▼

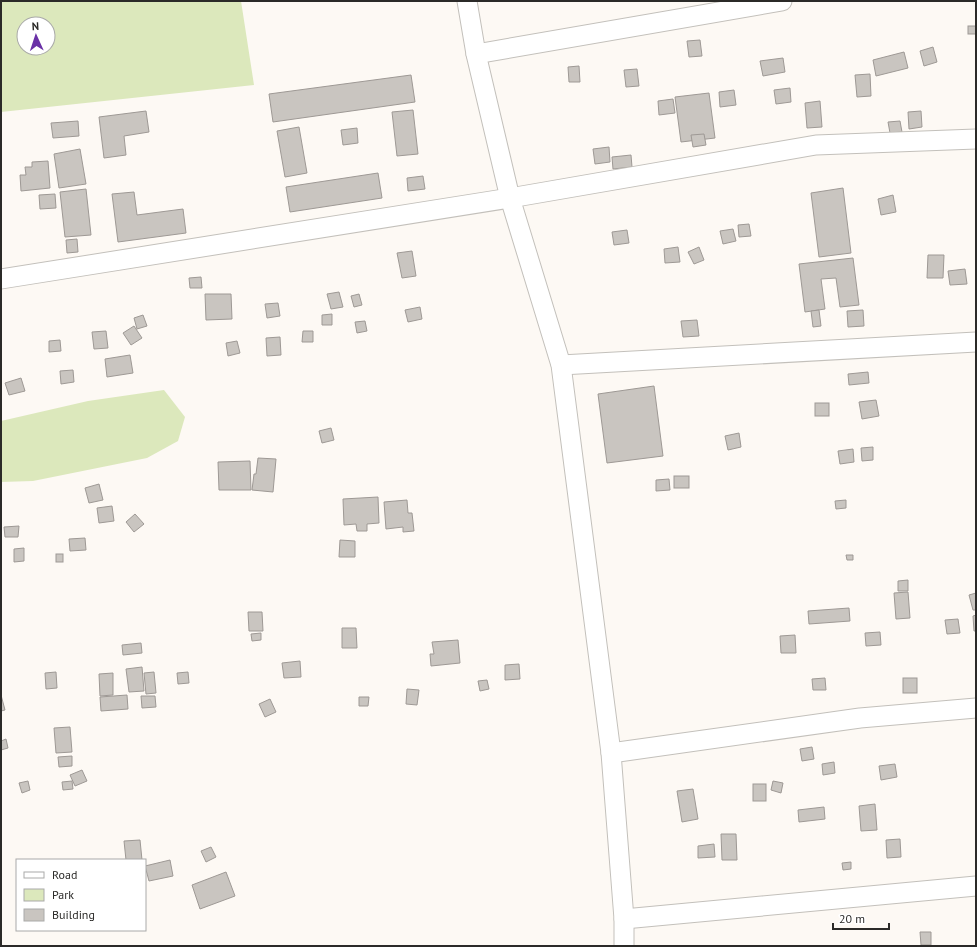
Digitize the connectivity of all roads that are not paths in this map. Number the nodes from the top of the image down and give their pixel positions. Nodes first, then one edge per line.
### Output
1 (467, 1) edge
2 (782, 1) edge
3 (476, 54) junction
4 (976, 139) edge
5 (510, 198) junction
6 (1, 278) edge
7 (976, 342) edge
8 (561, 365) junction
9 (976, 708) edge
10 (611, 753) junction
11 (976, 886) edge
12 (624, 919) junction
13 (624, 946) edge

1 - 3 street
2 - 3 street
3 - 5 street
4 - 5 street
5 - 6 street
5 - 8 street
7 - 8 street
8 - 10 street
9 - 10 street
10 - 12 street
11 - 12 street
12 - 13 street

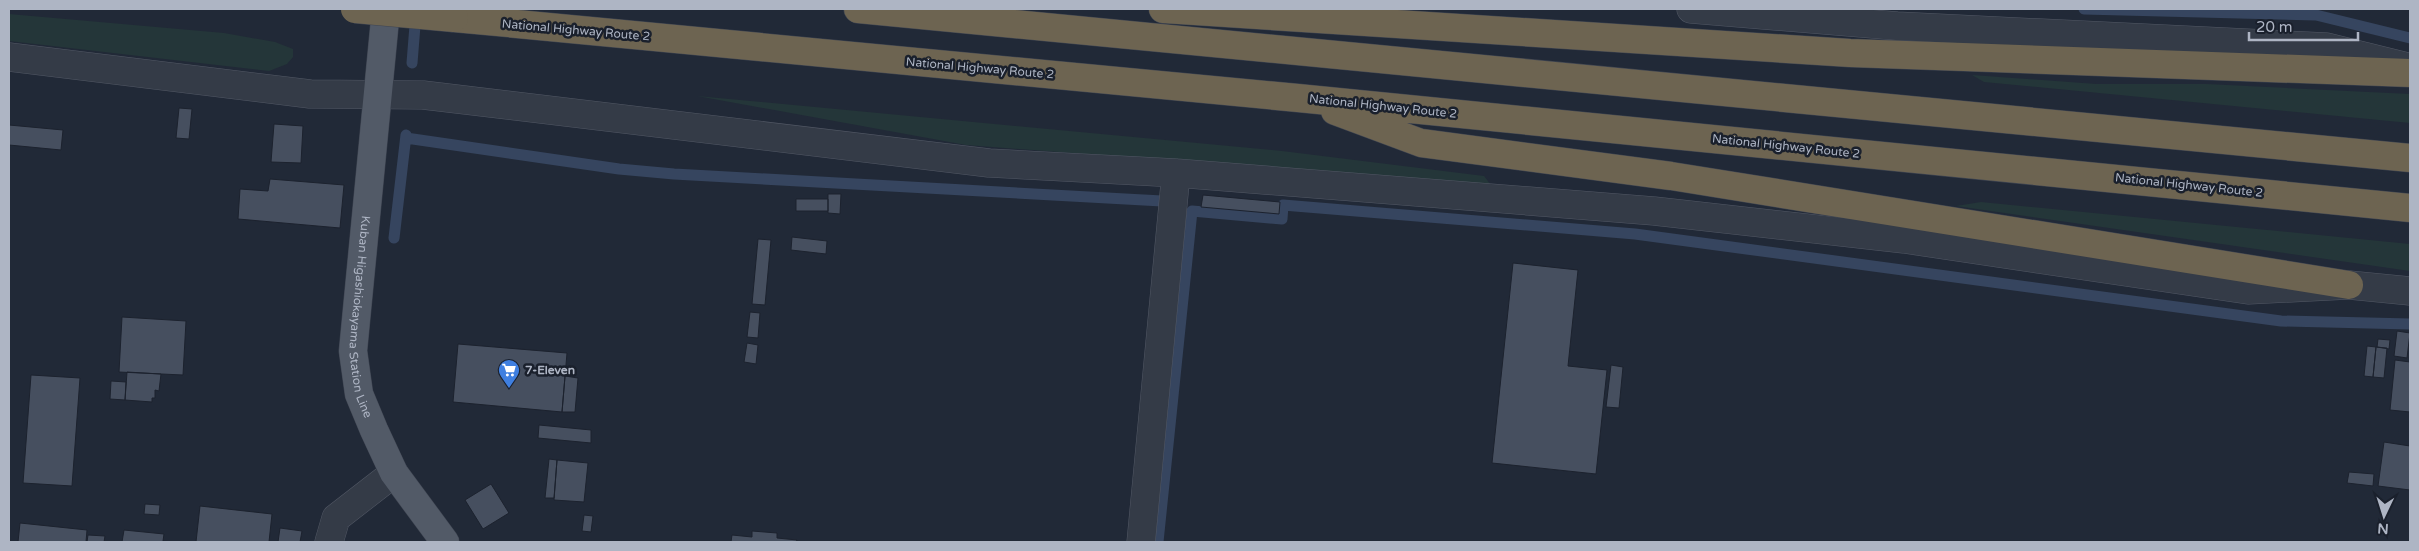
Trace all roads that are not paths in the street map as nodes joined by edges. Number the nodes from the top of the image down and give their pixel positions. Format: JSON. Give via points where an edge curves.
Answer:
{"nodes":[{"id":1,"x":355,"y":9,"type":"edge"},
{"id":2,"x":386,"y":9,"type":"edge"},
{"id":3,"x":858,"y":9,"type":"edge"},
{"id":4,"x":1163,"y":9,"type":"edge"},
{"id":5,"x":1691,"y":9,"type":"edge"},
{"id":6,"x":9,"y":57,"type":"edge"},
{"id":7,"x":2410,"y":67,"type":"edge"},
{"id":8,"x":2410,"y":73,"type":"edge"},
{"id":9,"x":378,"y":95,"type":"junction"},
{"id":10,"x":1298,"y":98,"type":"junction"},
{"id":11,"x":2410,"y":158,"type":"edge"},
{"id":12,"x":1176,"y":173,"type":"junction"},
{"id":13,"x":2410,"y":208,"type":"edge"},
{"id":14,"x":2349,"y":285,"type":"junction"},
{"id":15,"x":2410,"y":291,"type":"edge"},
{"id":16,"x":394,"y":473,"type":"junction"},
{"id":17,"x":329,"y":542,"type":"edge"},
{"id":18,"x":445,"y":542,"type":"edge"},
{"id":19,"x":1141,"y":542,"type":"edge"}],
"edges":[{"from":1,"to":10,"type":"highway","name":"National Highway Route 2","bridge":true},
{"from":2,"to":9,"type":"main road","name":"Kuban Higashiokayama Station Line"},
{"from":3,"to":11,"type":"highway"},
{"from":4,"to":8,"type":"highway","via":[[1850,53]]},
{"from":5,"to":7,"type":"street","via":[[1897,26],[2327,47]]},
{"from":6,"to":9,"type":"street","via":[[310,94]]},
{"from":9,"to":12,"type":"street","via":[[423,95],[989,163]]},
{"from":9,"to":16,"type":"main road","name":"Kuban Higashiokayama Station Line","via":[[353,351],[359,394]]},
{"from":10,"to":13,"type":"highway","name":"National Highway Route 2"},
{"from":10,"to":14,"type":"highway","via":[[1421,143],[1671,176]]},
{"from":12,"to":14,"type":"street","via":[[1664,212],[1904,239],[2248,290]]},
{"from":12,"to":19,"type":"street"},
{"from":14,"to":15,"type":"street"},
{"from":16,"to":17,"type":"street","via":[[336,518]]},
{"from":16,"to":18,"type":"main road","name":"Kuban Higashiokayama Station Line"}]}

▲

**Exercise details**: Working from the listing above, retype it exactly but include no images.

**Exercise answer**:
Digitize the connectivity of all roads that are not paths in this map. Number the nodes from the top of the image down and give their pixel positions. Nodes first, then one edge per line.
### Output
1 (467, 1) edge
2 (782, 1) edge
3 (476, 54) junction
4 (976, 139) edge
5 (510, 198) junction
6 (1, 278) edge
7 (976, 342) edge
8 (561, 365) junction
9 (976, 708) edge
10 (611, 753) junction
11 (976, 886) edge
12 (624, 919) junction
13 (624, 946) edge

1 - 3 street
2 - 3 street
3 - 5 street
4 - 5 street
5 - 6 street
5 - 8 street
7 - 8 street
8 - 10 street
9 - 10 street
10 - 12 street
11 - 12 street
12 - 13 street

Trace all roads that are not paths in the street map as nodes joined by edges. Number the nodes from the top of the image down and give their pixel positions. Format: JSON. Give via points where an edge curves.
Answer:
{"nodes":[{"id":1,"x":355,"y":9,"type":"edge"},
{"id":2,"x":386,"y":9,"type":"edge"},
{"id":3,"x":858,"y":9,"type":"edge"},
{"id":4,"x":1163,"y":9,"type":"edge"},
{"id":5,"x":1691,"y":9,"type":"edge"},
{"id":6,"x":9,"y":57,"type":"edge"},
{"id":7,"x":2410,"y":67,"type":"edge"},
{"id":8,"x":2410,"y":73,"type":"edge"},
{"id":9,"x":378,"y":95,"type":"junction"},
{"id":10,"x":1298,"y":98,"type":"junction"},
{"id":11,"x":2410,"y":158,"type":"edge"},
{"id":12,"x":1176,"y":173,"type":"junction"},
{"id":13,"x":2410,"y":208,"type":"edge"},
{"id":14,"x":2349,"y":285,"type":"junction"},
{"id":15,"x":2410,"y":291,"type":"edge"},
{"id":16,"x":394,"y":473,"type":"junction"},
{"id":17,"x":329,"y":542,"type":"edge"},
{"id":18,"x":445,"y":542,"type":"edge"},
{"id":19,"x":1141,"y":542,"type":"edge"}],
"edges":[{"from":1,"to":10,"type":"highway","name":"National Highway Route 2","bridge":true},
{"from":2,"to":9,"type":"main road","name":"Kuban Higashiokayama Station Line"},
{"from":3,"to":11,"type":"highway"},
{"from":4,"to":8,"type":"highway","via":[[1850,53]]},
{"from":5,"to":7,"type":"street","via":[[1897,26],[2327,47]]},
{"from":6,"to":9,"type":"street","via":[[310,94]]},
{"from":9,"to":12,"type":"street","via":[[423,95],[989,163]]},
{"from":9,"to":16,"type":"main road","name":"Kuban Higashiokayama Station Line","via":[[353,351],[359,394]]},
{"from":10,"to":13,"type":"highway","name":"National Highway Route 2"},
{"from":10,"to":14,"type":"highway","via":[[1421,143],[1671,176]]},
{"from":12,"to":14,"type":"street","via":[[1664,212],[1904,239],[2248,290]]},
{"from":12,"to":19,"type":"street"},
{"from":14,"to":15,"type":"street"},
{"from":16,"to":17,"type":"street","via":[[336,518]]},
{"from":16,"to":18,"type":"main road","name":"Kuban Higashiokayama Station Line"}]}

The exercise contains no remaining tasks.